Unread postby Darmani » 03 Jul 2011, 05:01

This will be a series of posts explaining how the HoMM II AI makes its decisions. I'll post things as I figure them out. Expect a lot about the combat AI now, but don't expect anything on the adventure map AI for a while.

Fight value

Every creature has a hard-coded "fight value," a number summarizing its worth in combat. The fight value is used quite often The fight value of a stack is simply the fight value of the creature times the number of creatures in the stack.

Effects

Heroes II chooses which spell to cast by computing a "heuristic," how many "points" it thinks casting a spell is worth, and picking the spell and target with the best heuristic.

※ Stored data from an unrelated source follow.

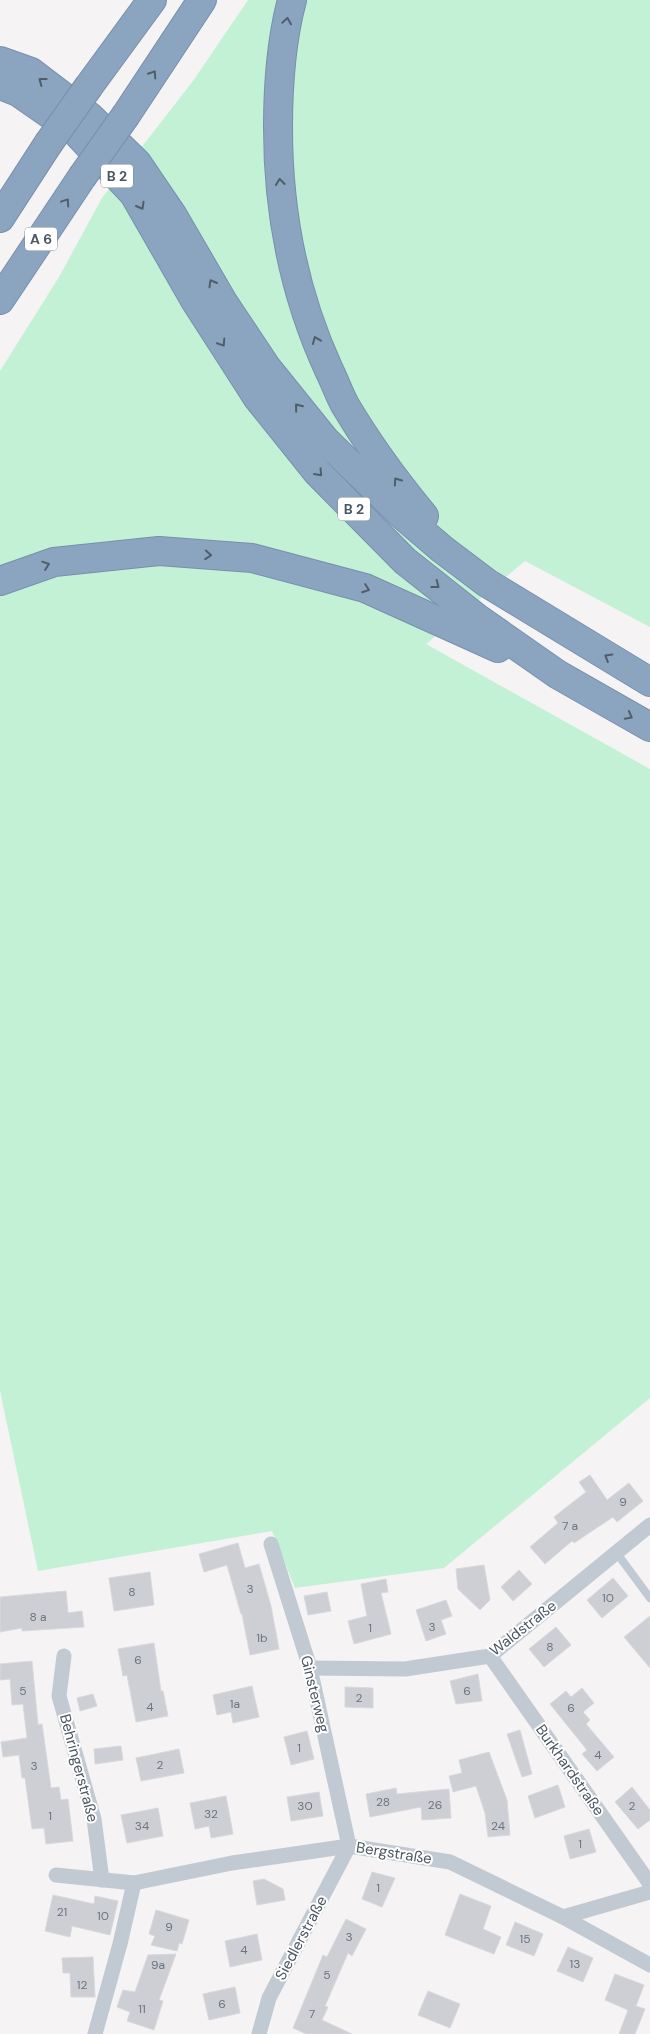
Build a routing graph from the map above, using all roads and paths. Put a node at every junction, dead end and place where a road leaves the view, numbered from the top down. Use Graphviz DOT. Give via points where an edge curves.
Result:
graph roads {
  1 [pos="152,0"];
  2 [pos="202,0"];
  3 [pos="292,0"];
  4 [pos="0,61"];
  5 [pos="0,85"];
  6 [pos="0,218"];
  7 [pos="0,300"];
  8 [pos="0,580"];
  9 [pos="487,583"];
  10 [pos="557,674"];
  11 [pos="650,682"];
  12 [pos="650,727"];
  13 [pos="650,1525"];
  14 [pos="271,1544"];
  15 [pos="616,1552"];
  16 [pos="650,1598"];
  17 [pos="64,1656"];
  18 [pos="490,1656"];
  19 [pos="310,1668"];
  20 [pos="349,1846"];
  21 [pos="56,1875"];
  22 [pos="102,1880"];
  23 [pos="134,1883"];
  24 [pos="650,1884"];
  25 [pos="650,1892"];
  26 [pos="563,1917"];
  27 [pos="650,1965"];
  28 [pos="95,2034"];
  29 [pos="259,2034"];
  1 -- 6 [label="highway, bridge" via="48,144"];
  7 -- 2 [label="highway, A 6, one-way, bridge"];
  9 -- 3 [label="highway, one-way" via="407,496 345,404 315,339 295,273 278,164 278,93"];
  9 -- 4 [label="highway, B 2, one-way" via="400,512 325,440 268,368 136,163 90,117 31,72"];
  5 -- 10 [label="highway, B 2, one-way" via="18,92 77,133 134,194 196,302 257,397 318,473 405,561 477,618"];
  8 -- 10 [label="highway, one-way" via="54,562 159,551 252,558 365,588"];
  11 -- 9 [label="highway, B 2, one-way"];
  10 -- 12 [label="highway, B 2, one-way"];
  13 -- 15 [label="street, Waldstraße"];
  14 -- 19 [label="street, Ginsterweg"];
  15 -- 16 [label="lane"];
  15 -- 18 [label="street, Waldstraße"];
  17 -- 22 [label="street, Behringerstraße" via="59,1696 94,1819"];
  18 -- 19 [label="street, Waldstraße" via="405,1669"];
  18 -- 24 [label="street, Burkhardstraße"];
  19 -- 20 [label="street, Ginsterweg"];
  20 -- 23 [label="street, Bergstraße" via="232,1863"];
  20 -- 26 [label="street, Bergstraße" via="450,1862"];
  20 -- 29 [label="street, Siedlerstraße" via="269,1998"];
  21 -- 22 [label="street, Bergstraße"];
  22 -- 23 [label="street, Bergstraße"];
  23 -- 28 [label="street"];
  25 -- 26 [label="street"];
  26 -- 27 [label="street, Bergstraße"];
}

Many spells add or remove stack-modifying effects. There are fifteen such effects in HoMM II -- slow, haste, blind, bless, curse, berserk, paralyze, hypnotize, dragon slayer, blood lust, shield, the Medusa's petrify, anti-magic, stoneskin, and steelskin. The AI will compute a heuristic for how much the effect helps the creature, and use this to help compute its heuristic for casting a spell that will add or remove that effect.

Here's how the heuristic for the various effects are computed:


General: If the target has Berserk or Hypnotize already on it, then the heuristic for all effects except Anti-Magic is 0. Otherwise, the AI computes some number relating to the usefulness of a cast, and obtains the heuristic by multiplying that by the fight value of the stack, and then by a weight. Here are the weights:

Code: Select all

Haste: 0.1
Slow: 0.1
Blind: 0.4
Bless: 0.45
Curse: 0.45
Berserk: 0.55
Paralyze: 0.5
Hypnotize: 0.65
Dragon Slayer: 0.28
Blood lust: 0.14
Shield: 0.45
Petrify: 0.25
Anti-Magic: 0.2
Stoneskin: 0.16
Steelskin: 0.28

Slow and Haste: If the potential target is adjacent an enemy creature, the heuristic is 0. Else, it estimates how many turns the creature will take to cross the battlefield both with and without the effect, and takes the difference. The heuristic is obtained by multiplying that difference by the weight and fight value.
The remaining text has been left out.